LIPSS and DLIP: From hierarchical to mutually interacting, homogeneous, structuring

Direct Laser Interference Patterning (DLIP) and Laser Induced Periodic Surface Structures (LIPSS) are two distinct, key technologies for texturing of surfaces with structures in the range comprised between some hundreds of nm and few mu m. Based on different physical phenomena, they enable structures often showing distinct morphologies and pitches. It has been shown the possibility of superposing LIPSS over DLIP with a final multi scale, hierarchical morphology where the two structures coexist.

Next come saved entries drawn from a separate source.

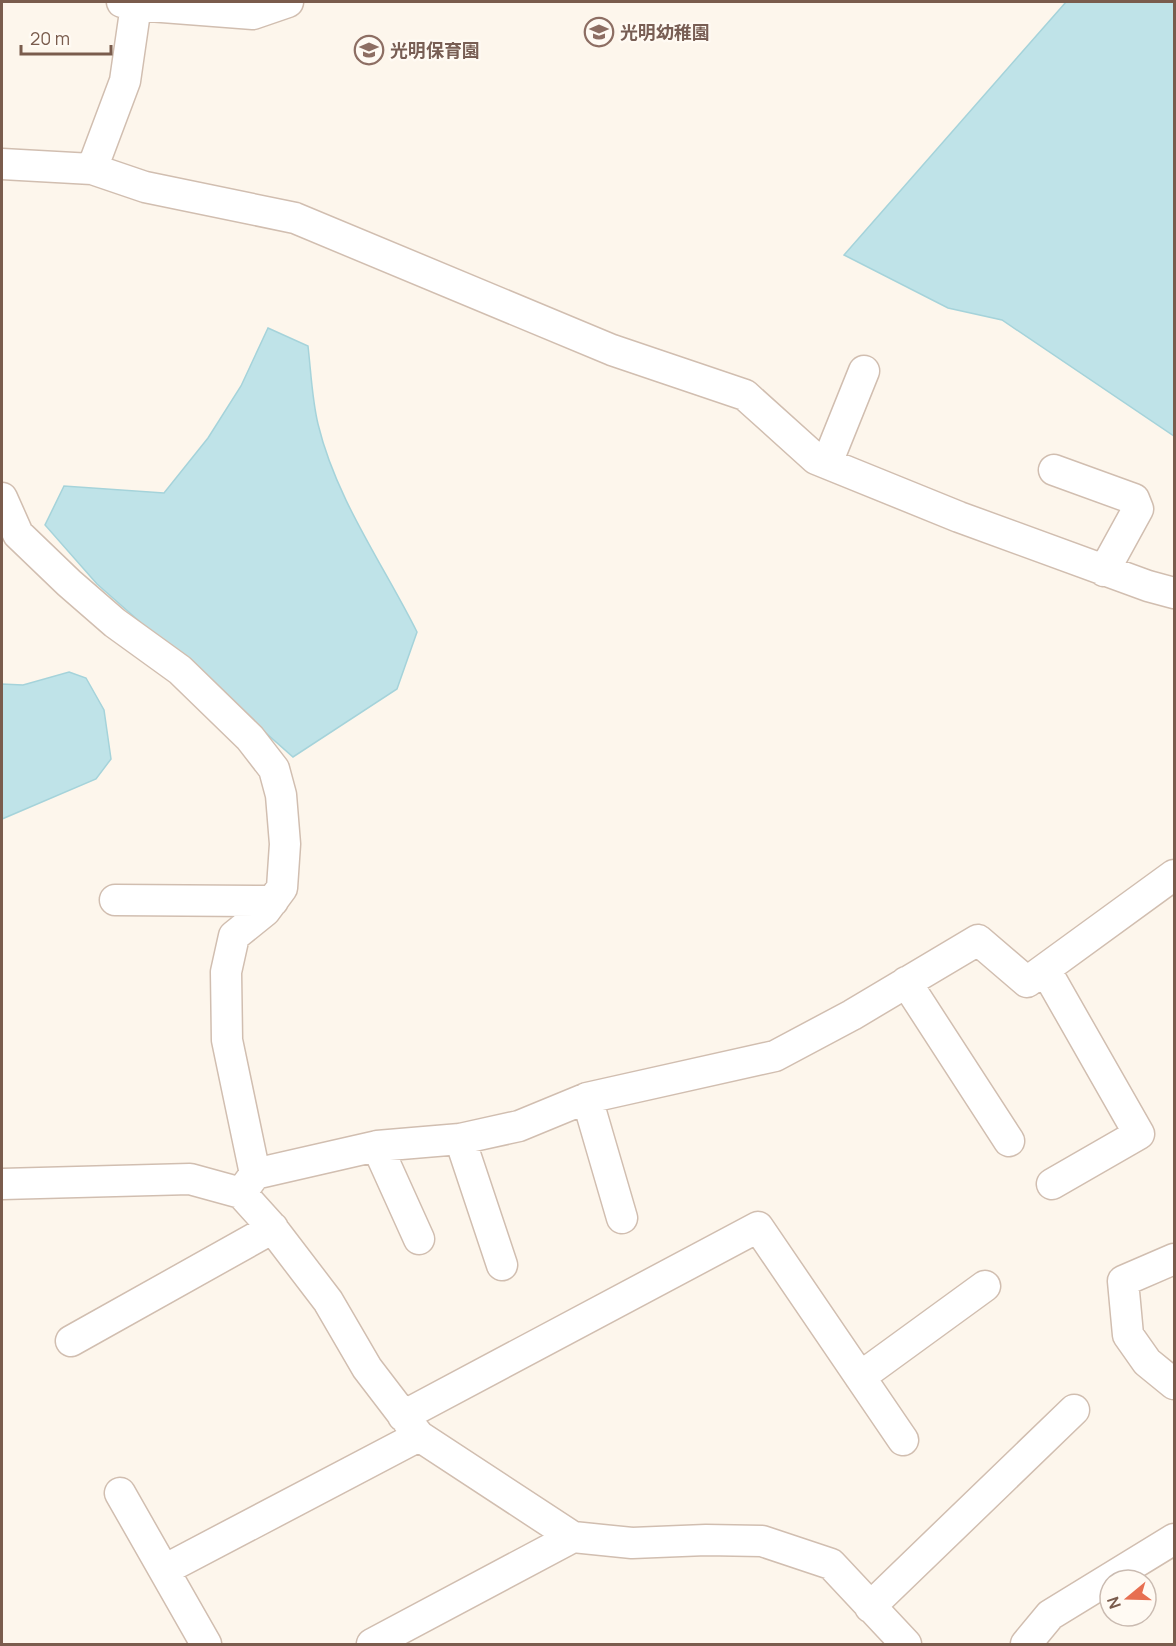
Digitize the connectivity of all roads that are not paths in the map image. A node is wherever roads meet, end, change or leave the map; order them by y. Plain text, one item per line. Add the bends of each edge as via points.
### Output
1 (288, 2) edge
2 (129, 3) edge
3 (2, 164) edge
4 (92, 169) junction
5 (864, 371) dead end
6 (827, 463) junction
7 (1054, 470) dead end
8 (2, 498) edge
9 (10, 536) edge
10 (1104, 571) junction
11 (1174, 593) edge
12 (1174, 875) edge
13 (115, 900) dead end
14 (273, 901) junction
15 (1045, 969) junction
16 (906, 982) junction
17 (587, 1098) junction
18 (460, 1139) junction
19 (1010, 1141) dead end
20 (377, 1146) junction
21 (2, 1184) edge
22 (248, 1184) junction
23 (1052, 1185) dead end
24 (622, 1218) dead end
25 (273, 1228) junction
26 (419, 1239) dead end
27 (1174, 1258) edge
28 (502, 1265) dead end
29 (985, 1286) dead end
30 (71, 1341) dead end
31 (860, 1377) junction
32 (1174, 1384) edge
33 (1074, 1410) dead end
34 (411, 1426) junction
35 (903, 1440) dead end
36 (120, 1493) dead end
37 (573, 1537) junction
38 (1174, 1539) edge
39 (164, 1570) junction
40 (870, 1607) junction
41 (206, 1644) edge
42 (376, 1644) edge
43 (906, 1644) edge
44 (1026, 1644) edge

1 - 2 street via 253,14
2 - 4 street via 125,81
3 - 4 street
4 - 6 street via 155,190 295,218 612,350 746,395 816,459
5 - 6 street
6 - 10 street
7 - 10 street via 1134,499 1138,509
8 - 9 street
9 - 14 street via 115,623 180,670 250,738 274,770 281,795 285,844 282,888
10 - 11 street
12 - 15 street
13 - 14 street
14 - 22 street via 234,936 226,972 227,1040
15 - 16 street via 1027,982 978,940
15 - 23 street via 1139,1134
16 - 17 street via 775,1056
16 - 19 street
17 - 18 street via 519,1126
17 - 24 street
18 - 20 street
18 - 28 street
20 - 22 street
20 - 26 street
21 - 22 street via 190,1179
22 - 25 street
25 - 30 street
25 - 34 street via 328,1301 367,1368
27 - 32 street via 1124,1281 1128,1335 1147,1362
29 - 31 street
31 - 34 street via 758,1227
31 - 35 street
33 - 40 street
34 - 37 street
34 - 39 street
36 - 39 street
37 - 40 street via 632,1543 762,1541 831,1564
37 - 42 street
38 - 44 street via 1050,1616
39 - 41 street
40 - 43 street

Here, we report an experimental study showing that it is possible to turn from a hierarchical to mutual interacting texturing where DLIP and LIPSS give rise to a novel, uniform texturing having a homogeneous morphology with highly regular periodicity and low orientation dispersion. Moreover, we show that our approach makes possible an unexpected, significant reduction of the LIPSS period from the conventional values (roughly comprised between 0.7 lambda - 0.9 lambda) to ~0.45 lambda. In addition, for all the tests an industrial set-up has been used including an IR, ps laser, an f-theta lens with relatively high NA and a galvo scanner making possible the extension of the process over large area. Results are discussed in the light of different LIPSS generation models. We believe that our results represent a significant step forward through the further miniaturisation of laser induced morphologies opening the possibility for innovative surface functionalisations (anti-reflective, wide spectrum antimicrobial activity) to be exported in an industrial environment.

Automated summary

This article reports an experimental study showing that it is possible to transition from a hierarchical to mutual interacting texturing where DLIP and LIPSS give rise to a novel, uniform texturing with a homogeneous morphology, highly regular periodicity, and low orientation dispersion. Furthermore, our approach allows for a significant reduction of the LIPSS period to approximately 0.45 lambda.